__PROMPT__: A single number is the answer: how many lines of the entries contain the word "graph"?

□ □ □ □ □

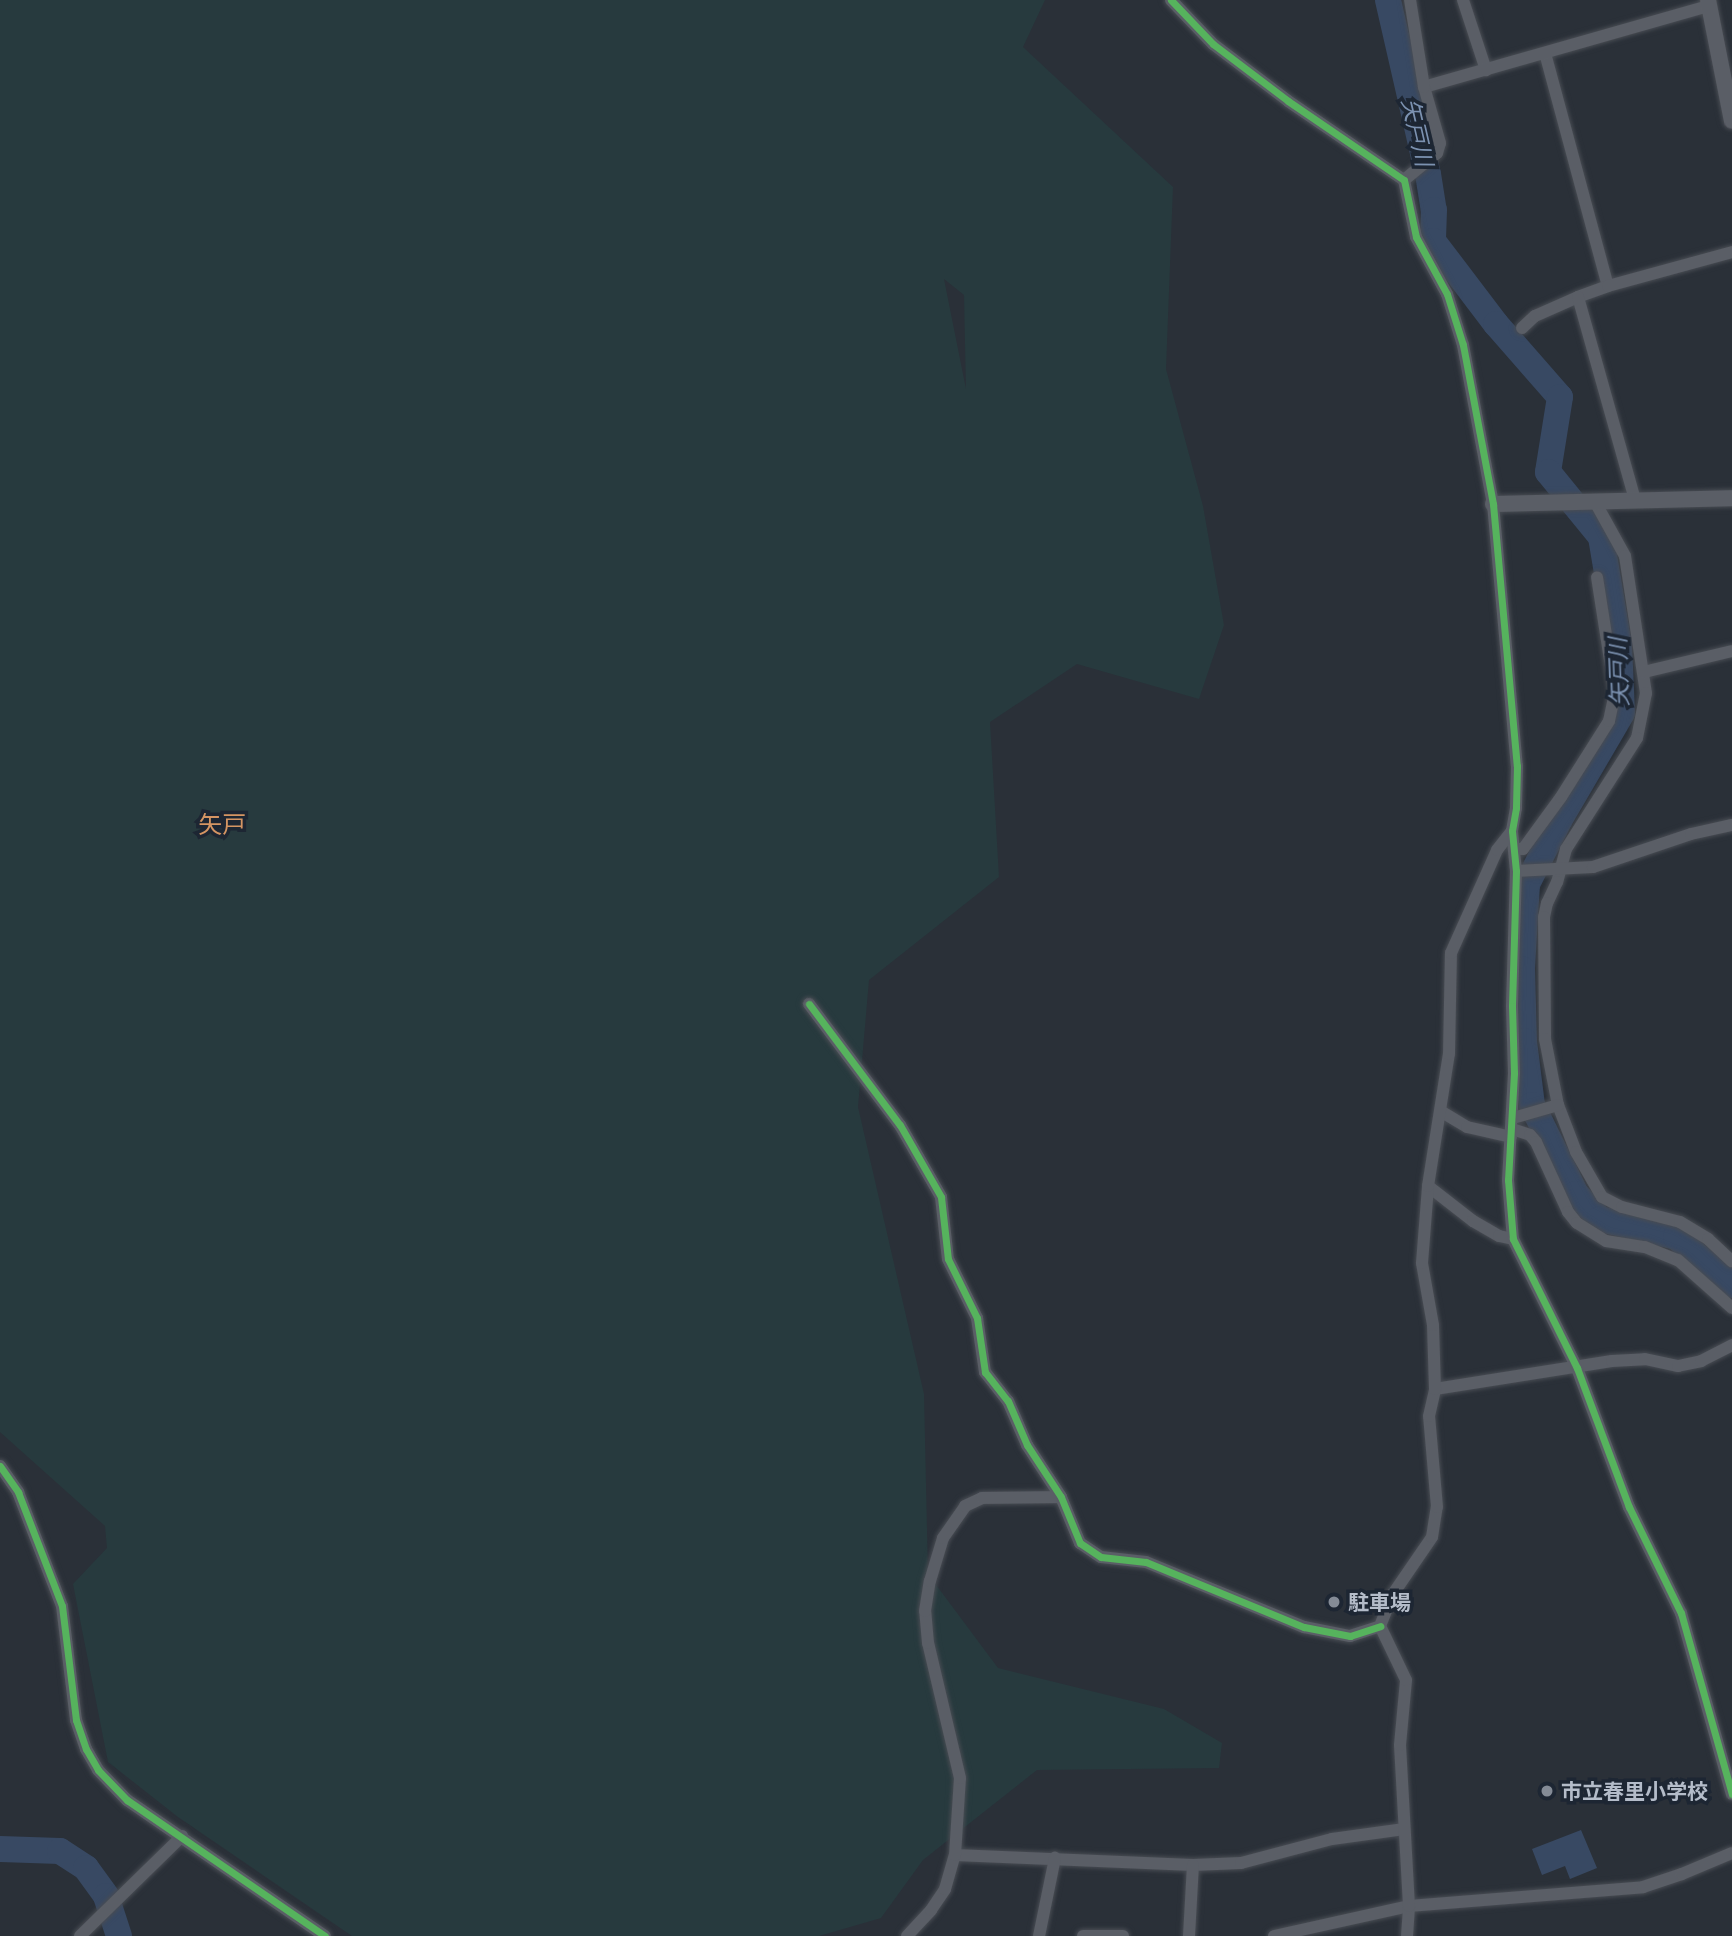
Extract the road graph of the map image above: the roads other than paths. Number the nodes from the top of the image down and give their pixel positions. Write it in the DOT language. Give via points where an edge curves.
graph roads {
  1 [pos="1171,0"];
  2 [pos="1410,0"];
  3 [pos="1463,0"];
  4 [pos="1709,3"];
  5 [pos="1545,53"];
  6 [pos="1486,70"];
  7 [pos="1424,87"];
  8 [pos="1732,121"];
  9 [pos="1404,180"];
  10 [pos="1732,252"];
  11 [pos="1608,286"];
  12 [pos="1578,297"];
  13 [pos="1522,328"];
  14 [pos="1732,498"];
  15 [pos="1594,500"];
  16 [pos="1635,500"];
  17 [pos="1493,504"];
  18 [pos="1597,578"];
  19 [pos="1732,651"];
  20 [pos="1644,672"];
  21 [pos="1732,825"];
  22 [pos="1511,831"];
  23 [pos="1514,849"];
  24 [pos="1560,870"];
  25 [pos="1516,871"];
  26 [pos="809,1004"];
  27 [pos="1558,1105"];
  28 [pos="1441,1112"];
  29 [pos="1512,1128"];
  30 [pos="1428,1186"];
  31 [pos="1513,1240"];
  32 [pos="1732,1261"];
  33 [pos="1732,1308"];
  34 [pos="1732,1345"];
  35 [pos="1577,1368"];
  36 [pos="1435,1389"];
  37 [pos="0,1466"];
  38 [pos="1061,1497"];
  39 [pos="1380,1626"];
  40 [pos="1732,1794"];
  41 [pos="1405,1829"];
  42 [pos="181,1836"];
  43 [pos="1732,1853"];
  44 [pos="955,1855"];
  45 [pos="1055,1858"];
  46 [pos="1193,1865"];
  47 [pos="1409,1906"];
  48 [pos="80,1936"];
  49 [pos="325,1936"];
  50 [pos="907,1936"];
  51 [pos="1039,1936"];
  52 [pos="1083,1936"];
  53 [pos="1122,1936"];
  54 [pos="1189,1936"];
  55 [pos="1274,1936"];
  56 [pos="1407,1936"];
  1 -- 9 [label="street" via="1213,44"];
  2 -- 7 [label="street"];
  3 -- 6 [label="street"];
  4 -- 5 [label="street"];
  4 -- 8 [label="street"];
  5 -- 6 [label="street"];
  5 -- 11 [label="street"];
  6 -- 7 [label="street"];
  7 -- 9 [label="street" via="1440,143 1437,153"];
  9 -- 17 [label="street" via="1416,237 1447,293 1463,345"];
  10 -- 11 [label="street"];
  11 -- 12 [label="street"];
  12 -- 13 [label="street" via="1535,316"];
  12 -- 16 [label="street"];
  14 -- 16 [label="street"];
  15 -- 16 [label="street"];
  15 -- 17 [label="street"];
  15 -- 20 [label="street" via="1625,556"];
  17 -- 22 [label="street" via="1517,766"];
  18 -- 23 [label="street" via="1615,692 1609,721 1524,849"];
  19 -- 20 [label="street"];
  20 -- 24 [label="street" via="1644,705 1637,737 1577,829"];
  21 -- 24 [label="street" via="1593,867"];
  22 -- 23 [label="street"];
  22 -- 28 [label="street" via="1497,850 1451,953 1449,1054"];
  23 -- 25 [label="street"];
  24 -- 25 [label="street"];
  24 -- 27 [label="street" via="1544,917 1543,1016"];
  25 -- 29 [label="street"];
  26 -- 38 [label="street" via="900,1125 941,1197 948,1259 977,1318 985,1372 1008,1401 1027,1445"];
  27 -- 29 [label="street"];
  27 -- 32 [label="street" via="1576,1152 1602,1196 1622,1207 1680,1222"];
  28 -- 29 [label="street" via="1467,1127"];
  28 -- 30 [label="street"];
  29 -- 31 [label="street" via="1508,1213"];
  29 -- 33 [label="street" via="1536,1142 1577,1223 1606,1241 1645,1247 1678,1260"];
  30 -- 31 [label="street" via="1473,1221"];
  30 -- 36 [label="street" via="1423,1263 1433,1325"];
  31 -- 35 [label="street"];
  34 -- 35 [label="street" via="1701,1362 1678,1366 1644,1359"];
  35 -- 36 [label="street"];
  35 -- 40 [label="street" via="1629,1507 1681,1613"];
  36 -- 39 [label="street" via="1429,1416 1437,1507 1432,1537 1392,1594"];
  37 -- 42 [label="street" via="18,1492 62,1606 76,1720 86,1749 111,1785"];
  38 -- 39 [label="street" via="1080,1543 1101,1557 1146,1562 1304,1627 1350,1636"];
  38 -- 44 [label="street" via="982,1498 965,1506 943,1538 930,1581 925,1611 928,1643 960,1778"];
  39 -- 41 [label="street" via="1406,1680 1400,1745"];
  41 -- 46 [label="street" via="1332,1839 1241,1863"];
  41 -- 47 [label="street"];
  42 -- 48 [label="street"];
  42 -- 49 [label="street"];
  43 -- 47 [label="street" via="1643,1887"];
  44 -- 45 [label="street"];
  44 -- 50 [label="street" via="945,1889"];
  45 -- 46 [label="street"];
  45 -- 51 [label="street"];
  46 -- 54 [label="street"];
  47 -- 55 [label="street"];
  47 -- 56 [label="street"];
  52 -- 53 [label="street"];
}
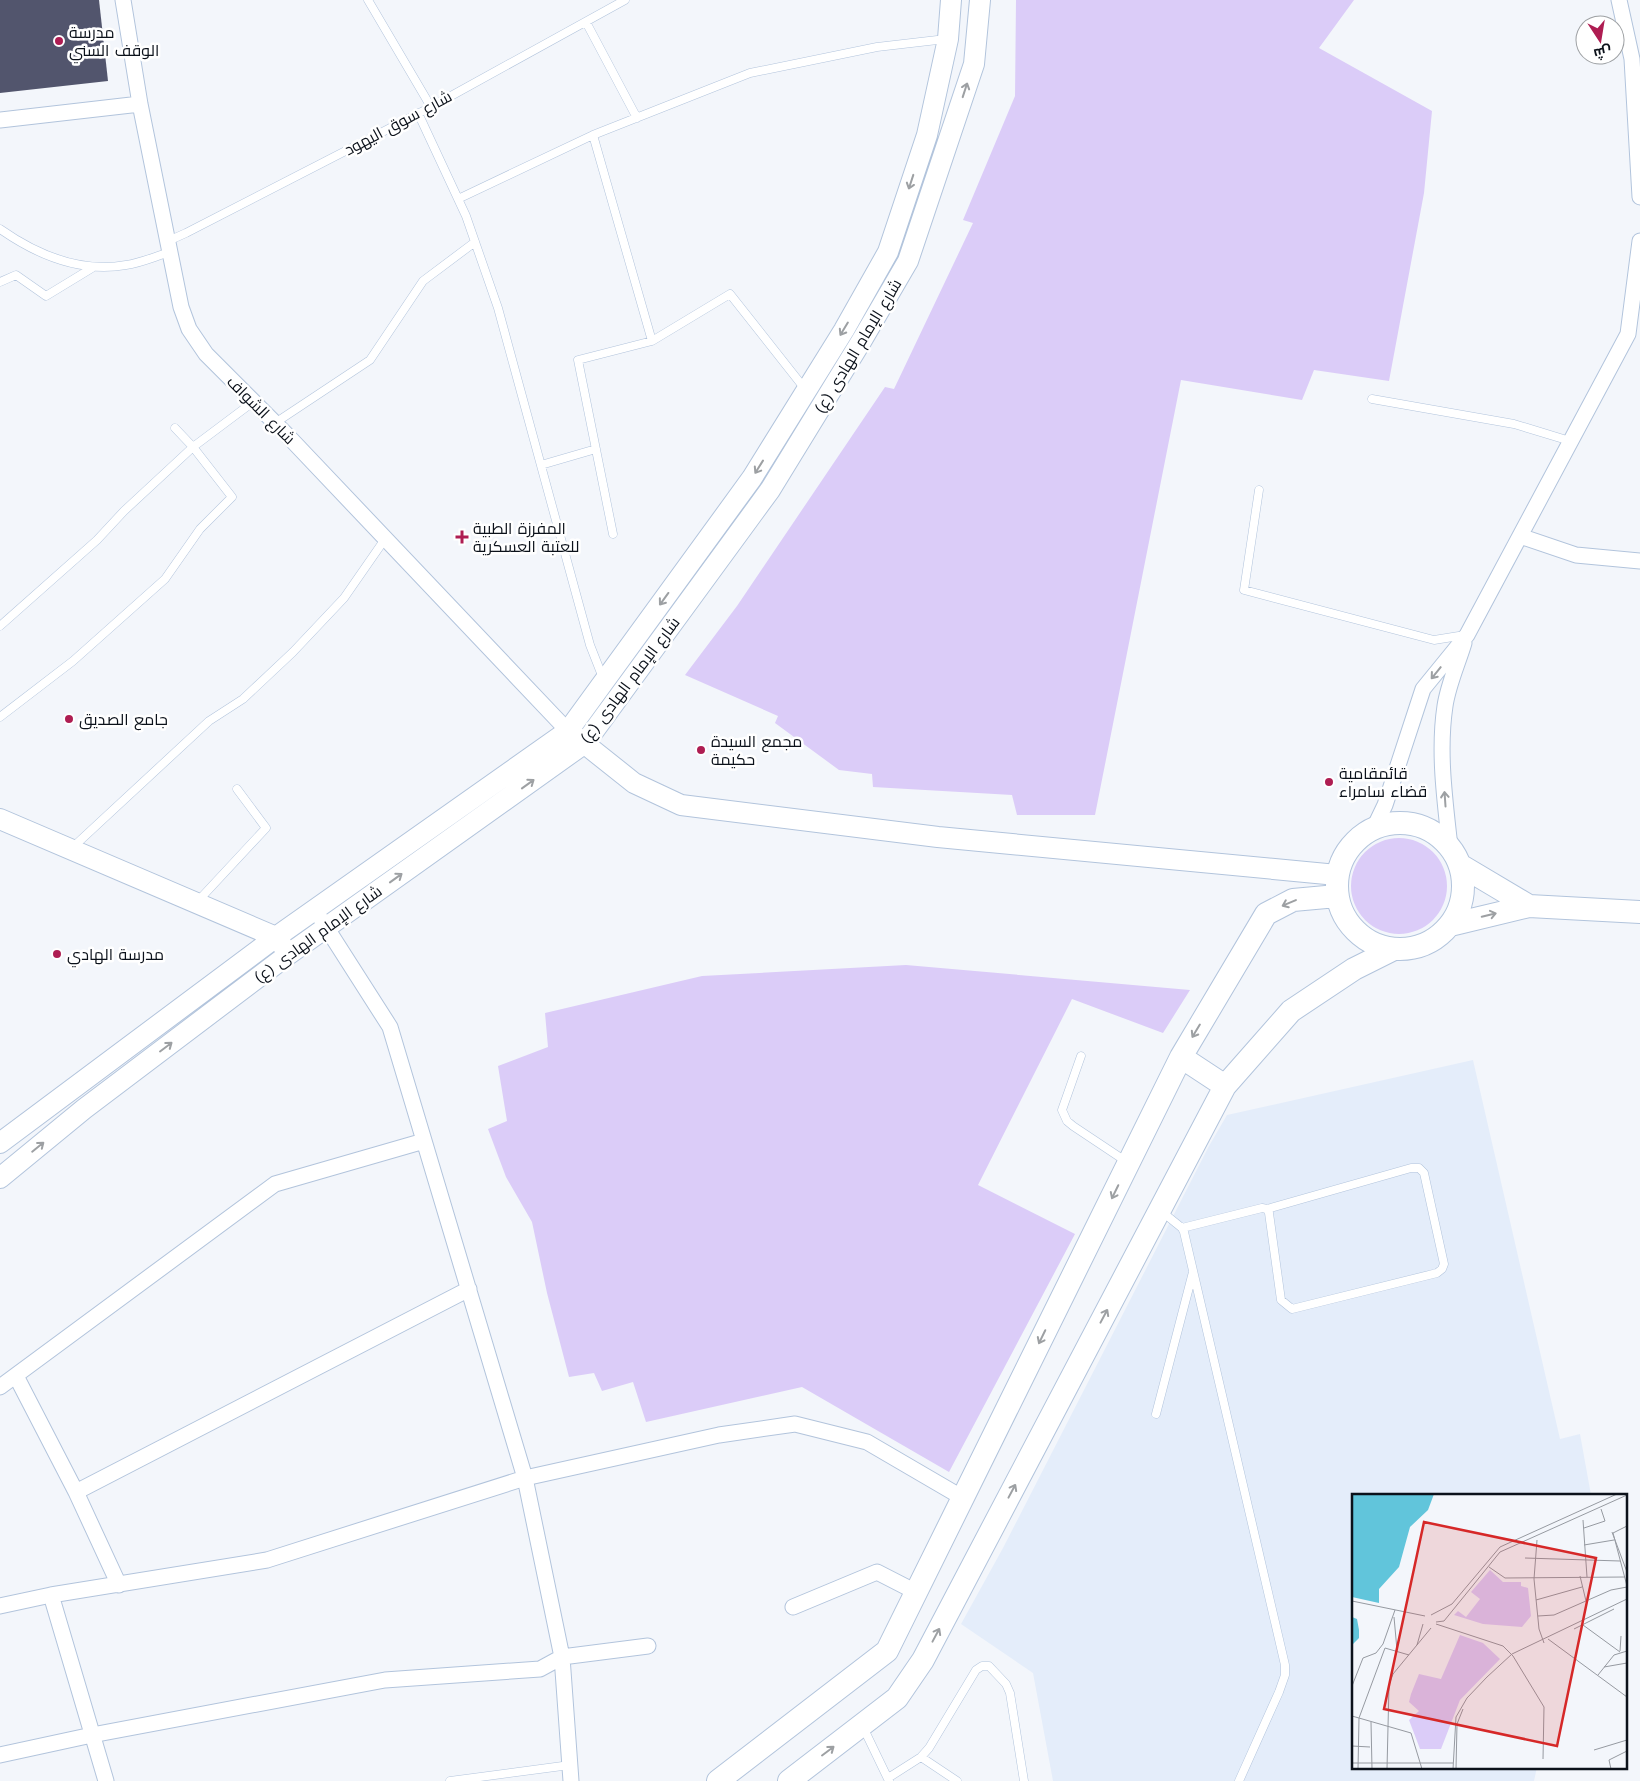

□ □ □ □ □

__OUTPUT FOR THIS EXERCISE__: 2